Wednesday, September 15, 2010

Tomato, Basil, and White-Bean Salad

Martha Stewart

  • 2 cans (19 ounces each) cannellini beans, drained and rinsed
  • 1/2 pound small roma (plum) tomatoes, cut into 1-inch pieces
  • 1/2 cup fresh basil leaves, torn into 1/2-inch pieces
  • 1 teaspoon coarse salt
  • Freshly ground pepper
  • 1/4 cup extra-virgin olive oil
  • 3 small garlic cloves, minced

  1. Combine beans, tomatoes, basil, and salt in a bowl, and season with pepper.
  2. Heat oil in a skillet over medium heat. Add garlic, and cook, stirring, until fragrant but not browned, 1 1/2 to 2 minutes. Pour over bean mixture, and gently toss. Let stand 30 minutes before serving to allow the flavors to meld.

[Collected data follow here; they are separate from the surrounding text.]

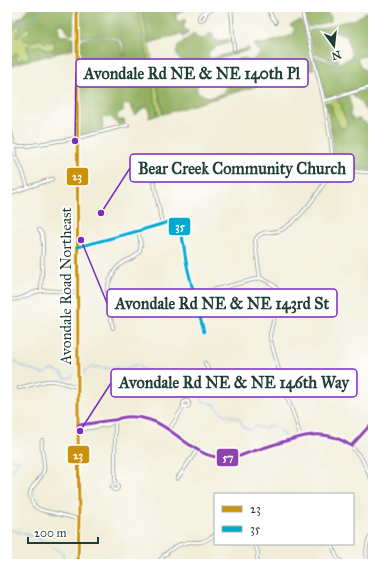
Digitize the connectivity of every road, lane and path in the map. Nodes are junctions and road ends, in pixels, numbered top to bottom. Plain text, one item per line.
1 (77, 7) edge
2 (216, 7) edge
3 (231, 7) edge
4 (267, 7) edge
5 (301, 7) edge
6 (207, 11) dead end
7 (276, 22) dead end
8 (234, 49) dead end
9 (373, 86) edge
10 (324, 101) junction
11 (8, 124) dead end
12 (128, 125) dead end
13 (78, 138) junction
14 (7, 146) edge
15 (15, 147) junction
16 (151, 167) dead end
17 (373, 173) edge
18 (52, 179) dead end
19 (325, 182) junction
20 (28, 187) junction
21 (8, 196) edge
22 (162, 224) junction
23 (39, 230) dead end
24 (138, 231) junction
25 (78, 247) junction
26 (260, 278) junction
27 (41, 290) junction
28 (77, 293) junction
29 (194, 294) junction
30 (7, 299) edge
31 (113, 328) dead end
32 (204, 332) dead end
33 (205, 364) dead end
34 (277, 386) junction
35 (78, 387) junction
36 (19, 388) dead end
37 (184, 406) dead end
38 (115, 420) junction
39 (373, 422) edge
40 (78, 425) junction
41 (78, 430) junction
42 (169, 430) junction
43 (300, 436) junction
44 (42, 440) dead end
45 (351, 446) junction
46 (197, 450) junction
47 (177, 479) dead end
48 (373, 483) edge
49 (115, 484) dead end
50 (79, 519) junction
51 (373, 533) edge
52 (214, 536) edge
53 (255, 545) edge
54 (332, 545) edge
55 (78, 564) edge
56 (158, 564) edge
57 (256, 564) edge
58 (344, 564) edge
59 (352, 564) edge
60 (367, 564) edge

1 - 13 main road, Avondale Road Northeast
2 - 6 street
3 - 8 street
4 - 7 street
5 - 10 street
9 - 10 street
10 - 19 street
11 - 15 street
12 - 13 street
13 - 15 street
13 - 25 main road, Avondale Road Northeast
14 - 15 street
15 - 20 street
16 - 22 street
17 - 19 street
18 - 20 street
19 - 26 street
20 - 21 street
22 - 24 street
22 - 29 street
23 - 27 street
24 - 25 street
24 - 31 street
25 - 28 main road, Avondale Road Northeast
26 - 29 street
26 - 34 street
27 - 28 street
27 - 30 street
28 - 35 main road, Avondale Road Northeast
29 - 32 street
33 - 34 street
34 - 43 street
35 - 36 street
35 - 40 main road, Avondale Road Northeast
37 - 42 street
38 - 40 street
38 - 41 street
38 - 42 street
38 - 49 street
39 - 45 street
40 - 41 main road, Avondale Road Northeast
41 - 50 main road, Avondale Road Northeast
42 - 46 street
43 - 45 street
43 - 46 street
44 - 50 street
45 - 48 street
46 - 47 street
50 - 55 main road, Avondale Road Northeast
51 - 60 street
52 - 56 street
53 - 57 street
54 - 58 street
58 - 59 street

Salad can be covered and kept at room temperature up to 4 hours.

Liz's Rating: 8.5/10


sara marina said...

That looks simply wonderful. I've got so many tomatoes right now from my garden! I think I'll try this soon! Thanks for sharing.


sweetie said...

best. blog. ever.

not sure what i love more - your choice of recipes or the ratings.

keep it up!

thanks so much.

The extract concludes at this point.